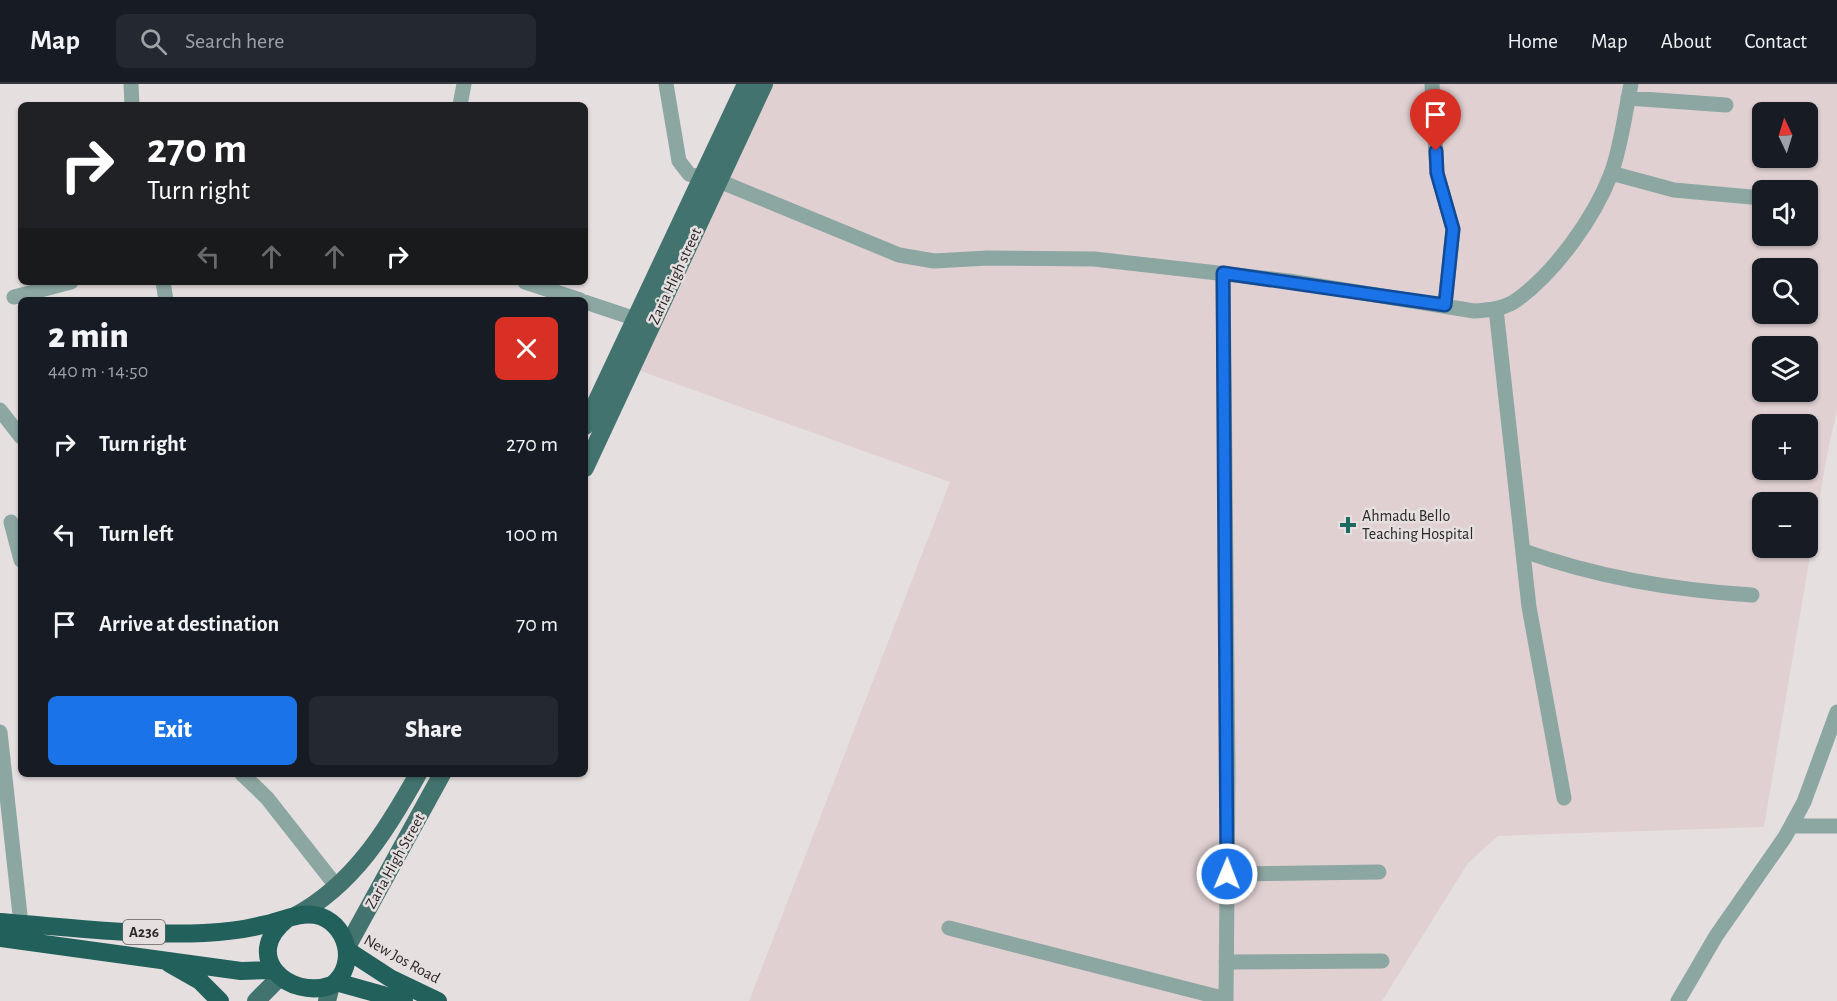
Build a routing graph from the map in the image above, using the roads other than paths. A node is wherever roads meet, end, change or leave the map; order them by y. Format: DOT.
graph roads {
  1 [pos="131,84"];
  2 [pos="464,84"];
  3 [pos="666,84"];
  4 [pos="746,84"];
  5 [pos="764,84"];
  6 [pos="1432,84"];
  7 [pos="1629,91"];
  8 [pos="132,102"];
  9 [pos="461,102"];
  10 [pos="1726,105"];
  11 [pos="1611,173"];
  12 [pos="710,180"];
  13 [pos="1752,197"];
  14 [pos="1223,273"];
  15 [pos="60,285"];
  16 [pos="533,285"];
  17 [pos="14,297"];
  18 [pos="567,297"];
  19 [pos="588,304"];
  20 [pos="1445,305"];
  21 [pos="1496,309"];
  22 [pos="636,319"];
  23 [pos="0,410"];
  24 [pos="588,420"];
  25 [pos="18,433"];
  26 [pos="588,461"];
  27 [pos="11,522"];
  28 [pos="18,549"];
  29 [pos="1524,551"];
  30 [pos="1752,595"];
  31 [pos="1837,712"];
  32 [pos="0,732"];
  33 [pos="245,777"];
  34 [pos="416,777"];
  35 [pos="440,777"];
  36 [pos="1564,798"];
  37 [pos="1791,826"];
  38 [pos="1837,826"];
  39 [pos="1379,872"];
  40 [pos="1227,874"];
  41 [pos="338,887"];
  42 [pos="291,917"];
  43 [pos="0,922"];
  44 [pos="21,924"];
  45 [pos="949,928"];
  46 [pos="0,938"];
  47 [pos="347,949"];
  48 [pos="143,955"];
  49 [pos="1382,961"];
  50 [pos="1226,962"];
  51 [pos="274,975"];
  52 [pos="331,990"];
  53 [pos="1226,1000"];
  54 [pos="220,1001"];
  55 [pos="256,1001"];
  56 [pos="404,1001"];
  57 [pos="438,1001"];
  58 [pos="1678,1001"];
  1 -- 8 [label="street"];
  2 -- 9 [label="street"];
  3 -- 12 [label="street"];
  4 -- 12 [label="main road, Zaria High street"];
  5 -- 12 [label="main road, Zaria High street"];
  6 -- 20 [label="street"];
  7 -- 10 [label="street"];
  7 -- 11 [label="street"];
  11 -- 13 [label="street"];
  11 -- 21 [label="street"];
  12 -- 14 [label="street"];
  12 -- 22 [label="main road, Zaria High street"];
  12 -- 26 [label="main road, Zaria High street"];
  14 -- 20 [label="street"];
  14 -- 40 [label="street"];
  15 -- 17 [label="street"];
  16 -- 18 [label="street"];
  19 -- 22 [label="street"];
  20 -- 21 [label="street"];
  21 -- 29 [label="street"];
  22 -- 24 [label="main road, Zaria High street"];
  23 -- 25 [label="street"];
  27 -- 28 [label="street"];
  29 -- 30 [label="street"];
  29 -- 36 [label="street"];
  31 -- 37 [label="street"];
  32 -- 44 [label="street"];
  33 -- 41 [label="street"];
  34 -- 41 [label="main road, Zaria High Street"];
  35 -- 47 [label="main road, Zaria High Street"];
  37 -- 38 [label="street"];
  37 -- 58 [label="street"];
  39 -- 40 [label="street"];
  40 -- 50 [label="street"];
  41 -- 42 [label="main road, Zaria High Street"];
  42 -- 44 [label="highway, A236"];
  42 -- 47 [label="highway, A236"];
  42 -- 51 [label="highway"];
  43 -- 44 [label="highway, A236"];
  45 -- 53 [label="street"];
  46 -- 48 [label="highway, A236"];
  47 -- 52 [label="highway"];
  47 -- 57 [label="highway, New Jos Road / A236"];
  48 -- 51 [label="highway, A236"];
  48 -- 54 [label="highway"];
  49 -- 50 [label="street"];
  50 -- 53 [label="street"];
  51 -- 52 [label="highway, A236"];
  51 -- 55 [label="main road"];
  52 -- 56 [label="highway"];
}
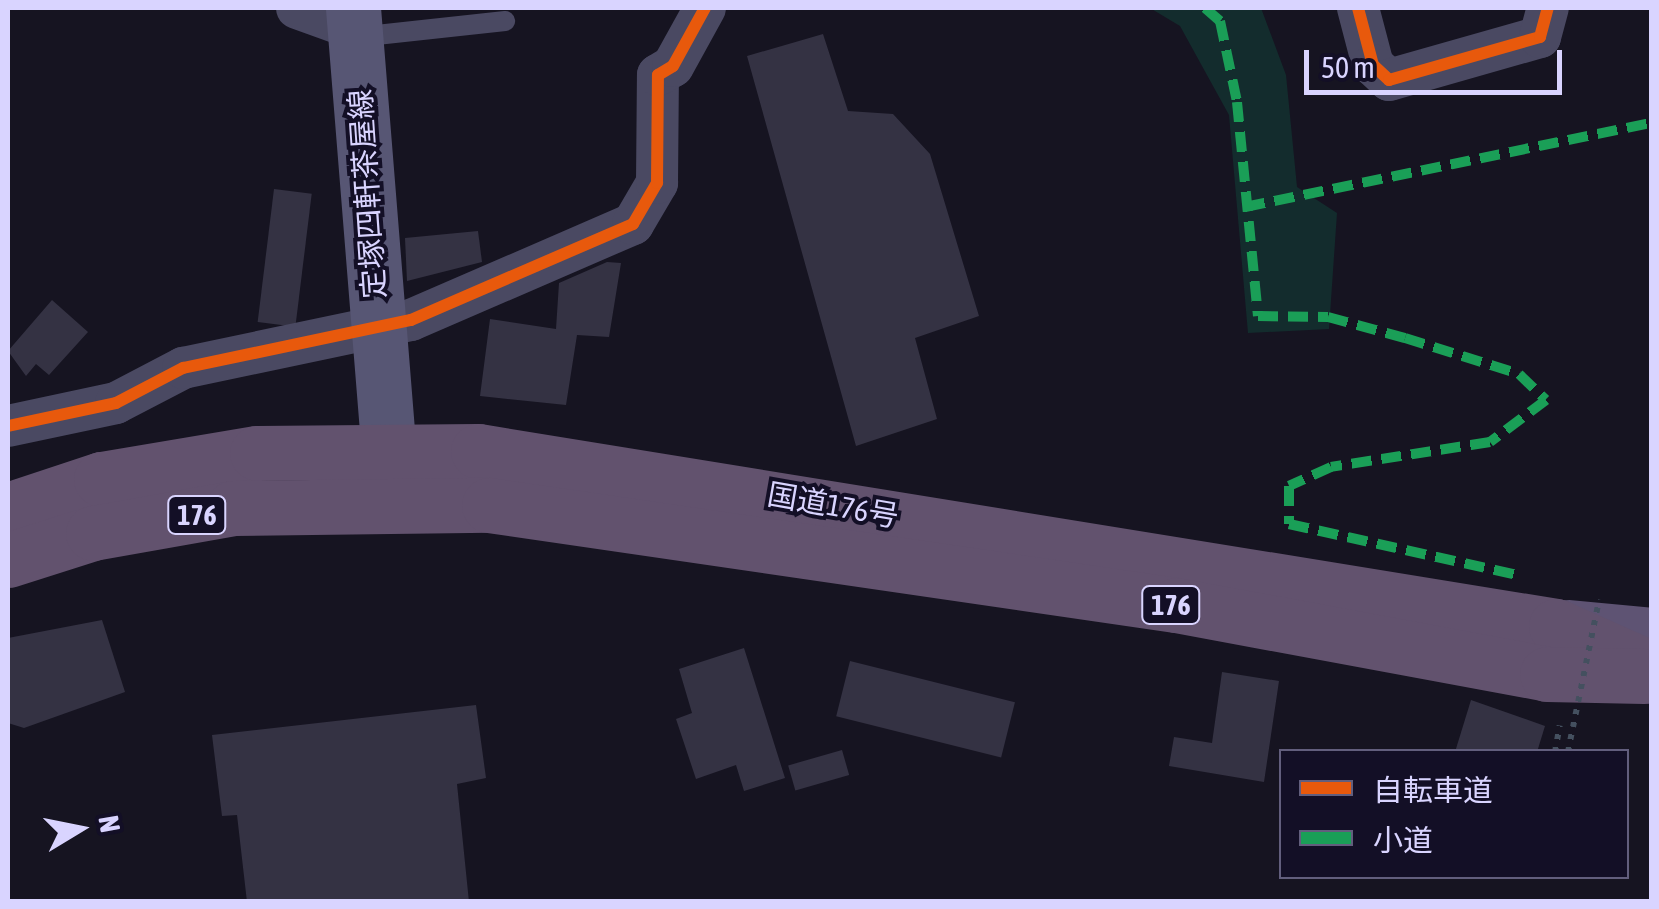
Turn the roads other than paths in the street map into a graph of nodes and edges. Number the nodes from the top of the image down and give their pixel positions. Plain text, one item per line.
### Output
1 (297, 8) edge
2 (705, 8) edge
3 (1358, 8) edge
4 (1548, 8) edge
5 (504, 21) dead end
6 (354, 24) edge
7 (378, 329) junction
8 (8, 426) edge
9 (387, 446) junction
10 (392, 500) junction
11 (8, 510) edge
12 (8, 560) edge
13 (1577, 613) junction
14 (1652, 635) edge
15 (1652, 672) edge

1 - 6 street
2 - 7 street
3 - 4 street
5 - 6 lane
6 - 7 main road, 定塚四軒茶屋線
7 - 8 street
7 - 9 main road, 定塚四軒茶屋線
9 - 10 main road, 定塚四軒茶屋線
9 - 11 highway, 国道176号 / 176
9 - 13 highway, 国道176号 / 176
10 - 12 highway, 国道176号 / 176
10 - 15 highway, 国道176号 / 176
13 - 14 main road
13 - 15 highway, 国道176号 / 176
:::
### INSTRUCTIONS FOR THE TASK
Pictures do not go in the copy; print every entry exactly as it stands.

### EXERCISE RESULT
Build a routing graph from the map in the image above, using the roads other than paths. A node is wherever roads meet, end, change or leave the map; order them by y. Format: DOT.
graph roads {
  1 [pos="131,84"];
  2 [pos="464,84"];
  3 [pos="666,84"];
  4 [pos="746,84"];
  5 [pos="764,84"];
  6 [pos="1432,84"];
  7 [pos="1629,91"];
  8 [pos="132,102"];
  9 [pos="461,102"];
  10 [pos="1726,105"];
  11 [pos="1611,173"];
  12 [pos="710,180"];
  13 [pos="1752,197"];
  14 [pos="1223,273"];
  15 [pos="60,285"];
  16 [pos="533,285"];
  17 [pos="14,297"];
  18 [pos="567,297"];
  19 [pos="588,304"];
  20 [pos="1445,305"];
  21 [pos="1496,309"];
  22 [pos="636,319"];
  23 [pos="0,410"];
  24 [pos="588,420"];
  25 [pos="18,433"];
  26 [pos="588,461"];
  27 [pos="11,522"];
  28 [pos="18,549"];
  29 [pos="1524,551"];
  30 [pos="1752,595"];
  31 [pos="1837,712"];
  32 [pos="0,732"];
  33 [pos="245,777"];
  34 [pos="416,777"];
  35 [pos="440,777"];
  36 [pos="1564,798"];
  37 [pos="1791,826"];
  38 [pos="1837,826"];
  39 [pos="1379,872"];
  40 [pos="1227,874"];
  41 [pos="338,887"];
  42 [pos="291,917"];
  43 [pos="0,922"];
  44 [pos="21,924"];
  45 [pos="949,928"];
  46 [pos="0,938"];
  47 [pos="347,949"];
  48 [pos="143,955"];
  49 [pos="1382,961"];
  50 [pos="1226,962"];
  51 [pos="274,975"];
  52 [pos="331,990"];
  53 [pos="1226,1000"];
  54 [pos="220,1001"];
  55 [pos="256,1001"];
  56 [pos="404,1001"];
  57 [pos="438,1001"];
  58 [pos="1678,1001"];
  1 -- 8 [label="street"];
  2 -- 9 [label="street"];
  3 -- 12 [label="street"];
  4 -- 12 [label="main road, Zaria High street"];
  5 -- 12 [label="main road, Zaria High street"];
  6 -- 20 [label="street"];
  7 -- 10 [label="street"];
  7 -- 11 [label="street"];
  11 -- 13 [label="street"];
  11 -- 21 [label="street"];
  12 -- 14 [label="street"];
  12 -- 22 [label="main road, Zaria High street"];
  12 -- 26 [label="main road, Zaria High street"];
  14 -- 20 [label="street"];
  14 -- 40 [label="street"];
  15 -- 17 [label="street"];
  16 -- 18 [label="street"];
  19 -- 22 [label="street"];
  20 -- 21 [label="street"];
  21 -- 29 [label="street"];
  22 -- 24 [label="main road, Zaria High street"];
  23 -- 25 [label="street"];
  27 -- 28 [label="street"];
  29 -- 30 [label="street"];
  29 -- 36 [label="street"];
  31 -- 37 [label="street"];
  32 -- 44 [label="street"];
  33 -- 41 [label="street"];
  34 -- 41 [label="main road, Zaria High Street"];
  35 -- 47 [label="main road, Zaria High Street"];
  37 -- 38 [label="street"];
  37 -- 58 [label="street"];
  39 -- 40 [label="street"];
  40 -- 50 [label="street"];
  41 -- 42 [label="main road, Zaria High Street"];
  42 -- 44 [label="highway, A236"];
  42 -- 47 [label="highway, A236"];
  42 -- 51 [label="highway"];
  43 -- 44 [label="highway, A236"];
  45 -- 53 [label="street"];
  46 -- 48 [label="highway, A236"];
  47 -- 52 [label="highway"];
  47 -- 57 [label="highway, New Jos Road / A236"];
  48 -- 51 [label="highway, A236"];
  48 -- 54 [label="highway"];
  49 -- 50 [label="street"];
  50 -- 53 [label="street"];
  51 -- 52 [label="highway, A236"];
  51 -- 55 [label="main road"];
  52 -- 56 [label="highway"];
}
Turn the roads other than paths in the street map into a graph of nodes and edges. Number the nodes from the top of the image down and give their pixel positions. Plain text, one item per line.
### Output
1 (297, 8) edge
2 (705, 8) edge
3 (1358, 8) edge
4 (1548, 8) edge
5 (504, 21) dead end
6 (354, 24) edge
7 (378, 329) junction
8 (8, 426) edge
9 (387, 446) junction
10 (392, 500) junction
11 (8, 510) edge
12 (8, 560) edge
13 (1577, 613) junction
14 (1652, 635) edge
15 (1652, 672) edge

1 - 6 street
2 - 7 street
3 - 4 street
5 - 6 lane
6 - 7 main road, 定塚四軒茶屋線
7 - 8 street
7 - 9 main road, 定塚四軒茶屋線
9 - 10 main road, 定塚四軒茶屋線
9 - 11 highway, 国道176号 / 176
9 - 13 highway, 国道176号 / 176
10 - 12 highway, 国道176号 / 176
10 - 15 highway, 国道176号 / 176
13 - 14 main road
13 - 15 highway, 国道176号 / 176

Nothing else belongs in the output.